Apartar a Cabrera de la dirección organizacional de los eventos del PLD en SDE ha sido un desacierto.
Por Roberto Veras.-
SANTO DOMINGO ESTE.-
La decisión de apartar a Cabrera de la dirección organizacional de los eventos del PLD en Santo Domingo Este (SDE) ha sido un desacierto monumental. No se trata simplemente de un cambio de liderazgo, sino de entregar la campaña electoral del candidato a la alcaldía del PLD a individuos con agendas ocultas y aspiraciones egoístas, fue como encomendar la dirección de la Iglesia Católica a Martín Lutero; una elección completamente fuera de lugar.
La lealtad a los principios es una cualidad admirable y escasa en la política contemporánea, y Cabrera ha demostrado ser un ejemplo vivo de esta virtud. A lo largo de su carrera, ha mantenido una coherencia notable en sus acciones, siempre guiado por un conjunto de valores arraigados.
Cabrera ha demostrado ser el único dirigente del PLD que entiende el verdadero significado de lealtad y servicio al partido. A diferencia de otros, él aspiró a la alcaldía y, al ver que los números no le favorecían, tuvo la valentía y la humildad de renunciar, cediendo el espacio al candidato que en ese momento representaba los intereses del partido. Su actitud ejemplar debería haber sido reconocida y valorada, no castigada.
Su lealtad no se limita solo a sus propios intereses, sino que se extiende al bienestar del partido y, por ende, al de la comunidad que representa. Cabrera ha sido capaz de resistir las tentaciones y presiones que a menudo corrompen a otros políticos, manteniéndose firme en sus convicciones y compromisos.
La verdad es que dejar a Cabrera fuera de la dirección organizacional es un error estratégico y ético. ¿Qué garantías tienen los ciudadanos de que aquellos que ahora manejan la campaña del candidato actuarán en beneficio del partido y no de sus propios intereses? ¿Cómo pueden confiar en líderes con agendas ocultas y aspiraciones egoístas?
Esta lealtad a sus principios se refleja no solo en su discurso, sino también en sus acciones. Ha demostrado una disposición a renunciar a sus propias aspiraciones cuando ha sido necesario en aras de un bien mayor, mostrando un desinterés en el poder personal que es verdaderamente admirable.
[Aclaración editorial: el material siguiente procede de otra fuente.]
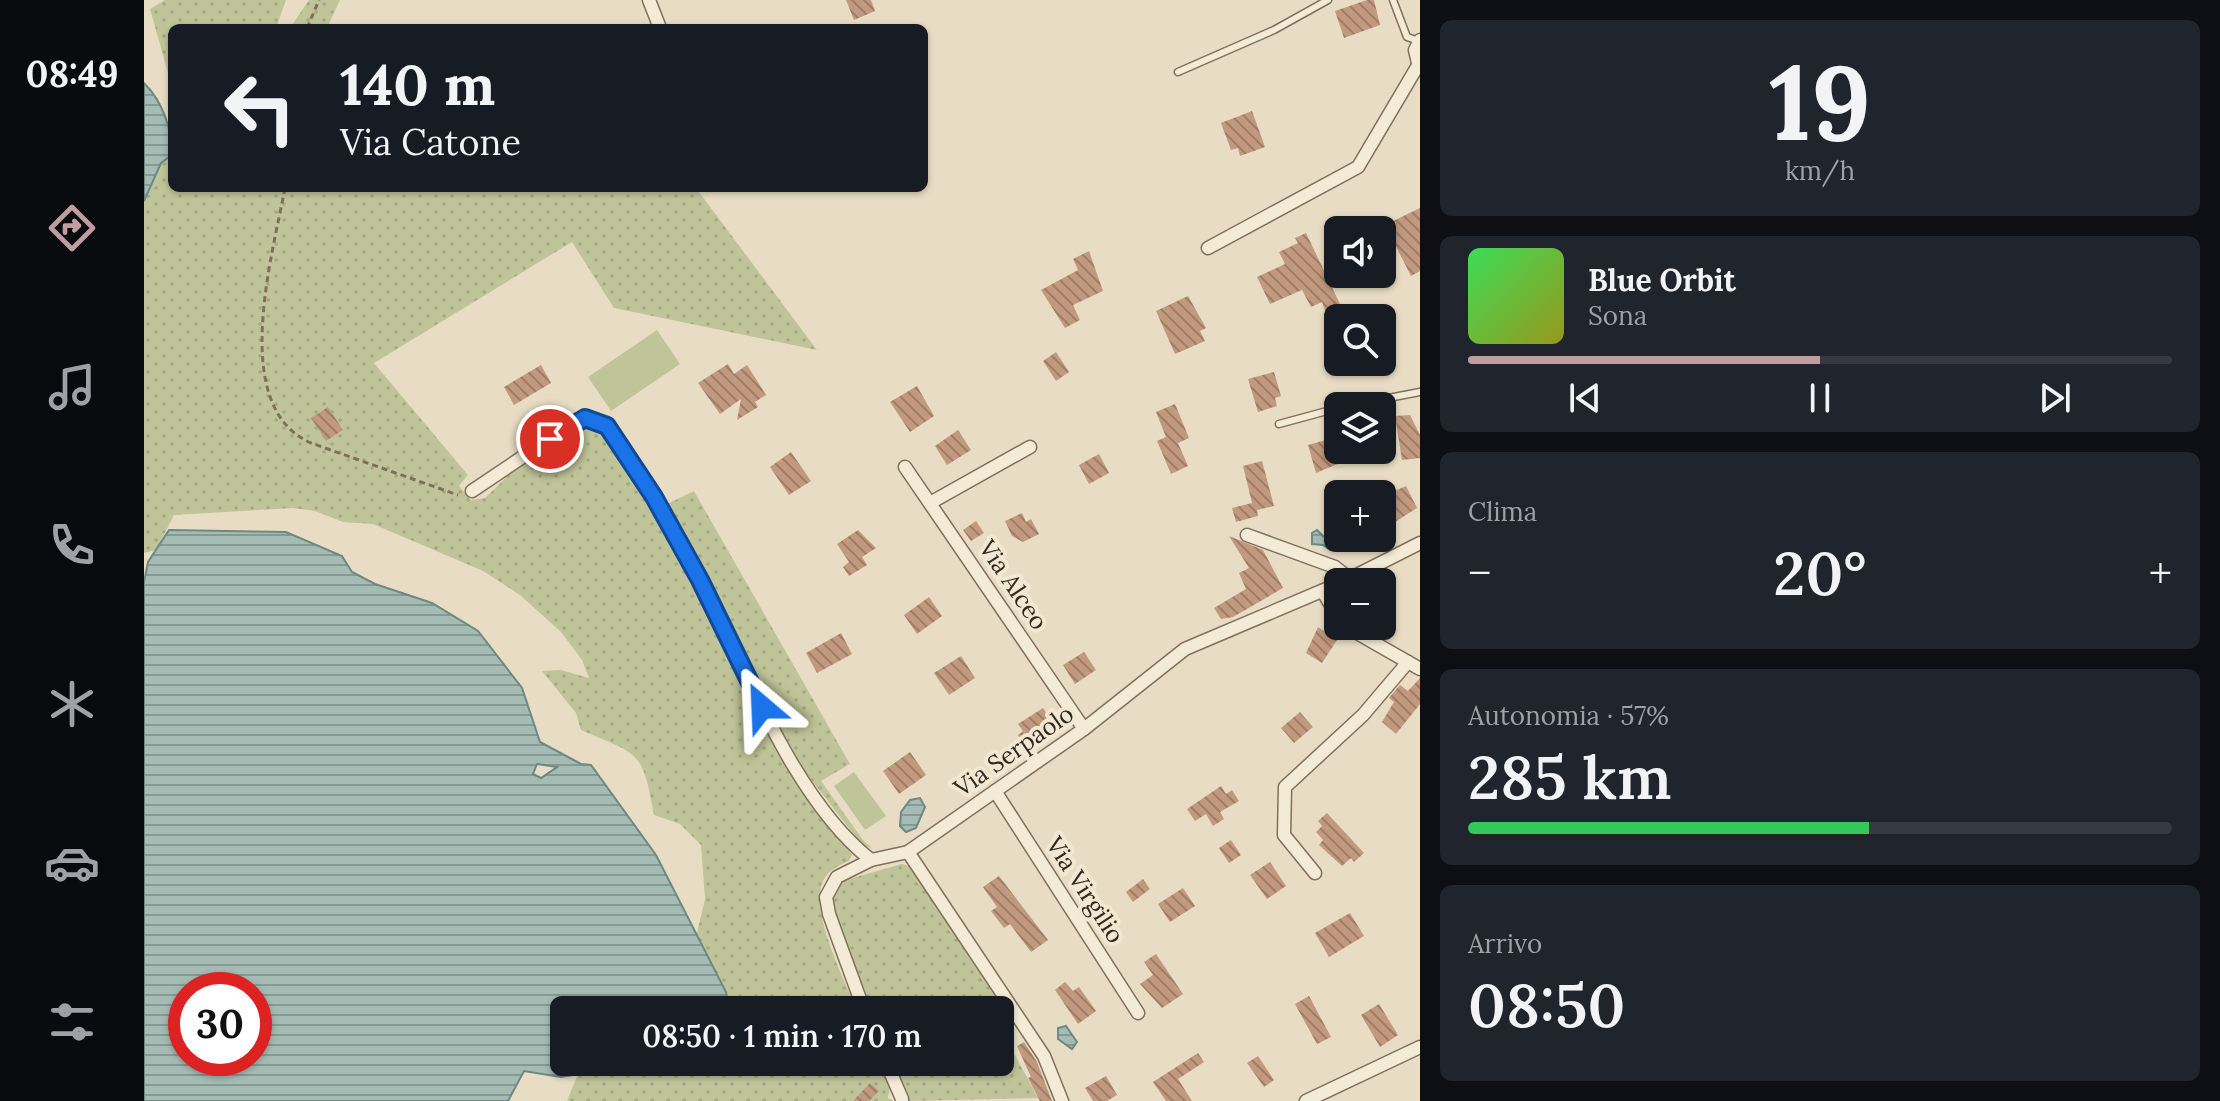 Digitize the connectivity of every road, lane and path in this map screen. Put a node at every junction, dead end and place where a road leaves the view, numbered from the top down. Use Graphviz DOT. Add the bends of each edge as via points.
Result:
graph roads {
  1 [pos="319,0"];
  2 [pos="649,0"];
  3 [pos="1328,0"];
  4 [pos="1393,0"];
  5 [pos="309,24"];
  6 [pos="658,24"];
  7 [pos="1419,41"];
  8 [pos="1419,63"];
  9 [pos="1178,72"];
  10 [pos="284,192"];
  11 [pos="1208,248"];
  12 [pos="1420,392"];
  13 [pos="1396,397"];
  14 [pos="1324,412"];
  15 [pos="1279,424"];
  16 [pos="1030,447"];
  17 [pos="905,467"];
  18 [pos="472,491"];
  19 [pos="930,503"];
  20 [pos="1247,535"];
  21 [pos="1420,543"];
  22 [pos="1336,568"];
  23 [pos="1371,568"];
  24 [pos="1323,592"];
  25 [pos="1369,640"];
  26 [pos="1414,666"];
  27 [pos="1084,729"];
  28 [pos="995,791"];
  29 [pos="908,852"];
  30 [pos="871,860"];
  31 [pos="1315,873"];
  32 [pos="858,996"];
  33 [pos="1138,1013"];
  34 [pos="1420,1047"];
  35 [pos="892,1076"];
  36 [pos="902,1099"];
  37 [pos="1062,1101"];
  38 [pos="1306,1101"];
  1 -- 5 [label="path"];
  2 -- 6 [label="street"];
  3 -- 9 [label="lane"];
  4 -- 7 [label="lane" via="1407,37"];
  7 -- 8 [label="street"];
  8 -- 11 [label="street" via="1358,167"];
  10 -- 18 [label="path" via="262,317 263,355 284,426 311,443 461,497"];
  12 -- 13 [label="lane"];
  14 -- 15 [label="lane"];
  16 -- 19 [label="street"];
  17 -- 19 [label="street, Via Alceo"];
  18 -- 30 [label="street" via="576,421 597,420 607,426 700,580 794,765 856,849"];
  19 -- 27 [label="street, Via Alceo"];
  20 -- 22 [label="street"];
  21 -- 23 [label="street, Via Serpaolo"];
  24 -- 27 [label="street, Via Serpaolo" via="1185,649"];
  25 -- 26 [label="street"];
  26 -- 31 [label="street" via="1285,787 1284,835"];
  27 -- 28 [label="street, Via Serpaolo"];
  28 -- 29 [label="street, Via Serpaolo"];
  28 -- 33 [label="street, Via Virgilio"];
  29 -- 30 [label="street, Via Serpaolo"];
  29 -- 37 [label="street" via="1044,1056"];
  30 -- 32 [label="street, Via Serpaolo" via="837,877 826,897"];
  34 -- 38 [label="street"];
  35 -- 36 [label="street"];
} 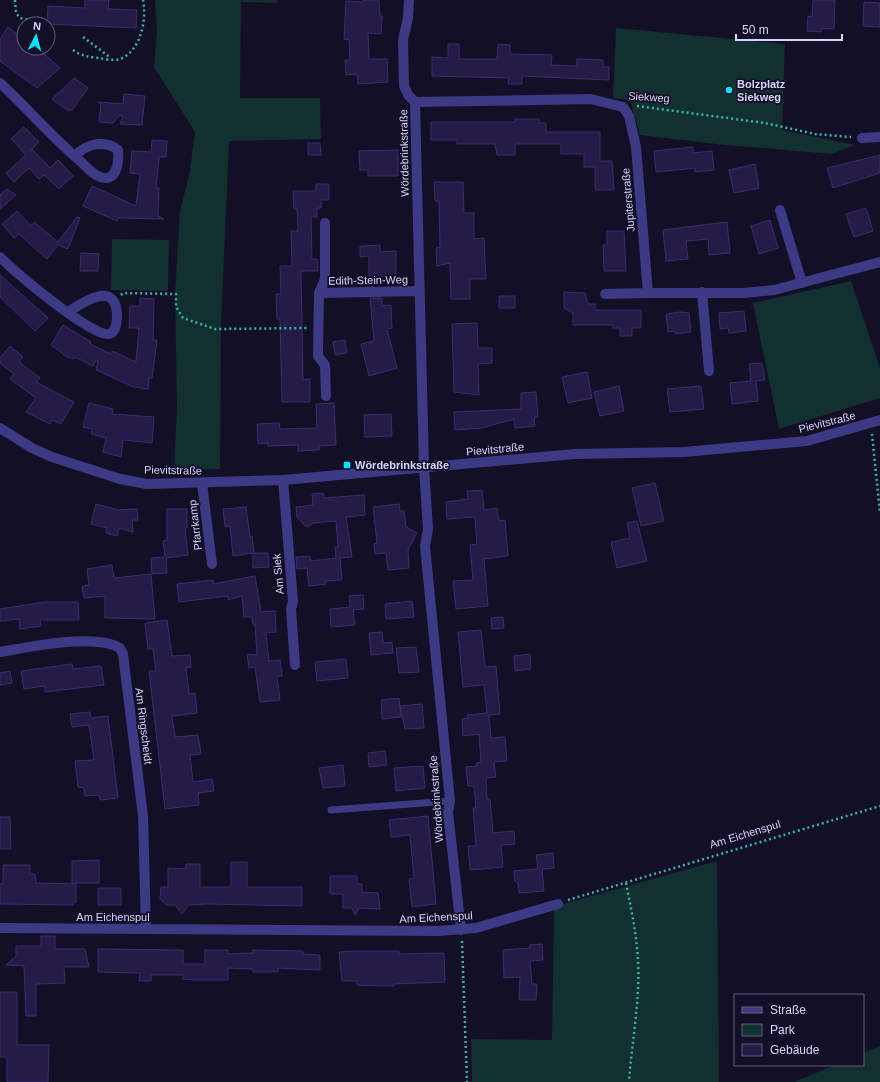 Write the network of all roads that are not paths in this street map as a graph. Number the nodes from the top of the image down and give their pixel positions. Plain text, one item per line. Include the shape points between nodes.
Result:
1 (409, 0) edge
2 (0, 82) edge
3 (415, 102) junction
4 (623, 107) joint
5 (880, 137) edge
6 (862, 138) road end
7 (75, 156) dead end
8 (780, 210) dead end
9 (324, 223) dead end
10 (0, 257) edge
11 (880, 262) edge
12 (802, 283) junction
13 (419, 291) junction
14 (702, 292) junction
15 (319, 293) junction
16 (648, 293) junction
17 (605, 294) dead end
18 (68, 312) junction
19 (709, 371) dead end
20 (326, 396) dead end
21 (875, 422) edge
22 (0, 428) edge
23 (424, 467) junction
24 (282, 480) junction
25 (202, 483) junction
26 (212, 564) dead end
27 (0, 652) edge
28 (295, 665) dead end
29 (450, 801) junction
30 (331, 810) dead end
31 (558, 904) road end
32 (0, 928) edge
33 (146, 929) junction
34 (461, 930) junction

1 - 3 street, Wördebrinkstraße via 404,40 404,86
2 - 7 street
3 - 4 street, Siekweg via 591,99
3 - 13 street, Wördebrinkstraße
4 - 16 street, Jupiterstraße via 629,116 636,147
5 - 6 street
8 - 12 street
9 - 15 street, Edith-Stein-Weg via 325,279
10 - 18 street via 32,286
11 - 12 street
12 - 14 street via 758,292
13 - 15 street, Edith-Stein-Weg
13 - 23 street, Wördebrinkstraße
14 - 16 street
14 - 19 street
15 - 20 street, Edith-Stein-Weg via 318,356 325,365
16 - 17 street
18 - 18 street via 105,334 110,334 114,330 117,316 113,300 99,295
21 - 23 street, Pievitstraße via 799,441 684,452 575,454
22 - 25 street, Pievitstraße via 38,451 120,479 147,484
23 - 24 street, Pievitstraße
23 - 29 street, Wördebrinkstraße via 428,529 425,546
24 - 25 street, Pievitstraße
24 - 28 street, Am Siek
25 - 26 street, Pfarrkamp
27 - 33 street, Am Ringscheidt via 58,643 107,643 120,648 123,654 143,816
29 - 30 lane
29 - 34 street, Wördebrinkstraße via 448,812
31 - 34 street, Am Eichenspul
32 - 33 street, Am Eichenspul
33 - 34 street, Am Eichenspul via 438,932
En un panorama político donde la confianza y la integridad son valores escasos, Cabrera destaca como un faro de honestidad y coherencia. Su lealtad a sus principios es una cualidad que debería ser reconocida y valorada, y su ejemplo debería servir de inspiración para otros líderes políticos en el país.
En tiempos en los que la transparencia y la honestidad política son más necesarias que nunca, apartar a alguien como Cabrera es una bofetada a esos principios. A veces la verdad es dolorosa de aceptar, pero ignorarla solo conduce a errores aún mayores. Es hora de rectificar este error y devolverle a Cabrera el papel que legítimamente le corresponde en la dirección organizacional del PLD en SDE.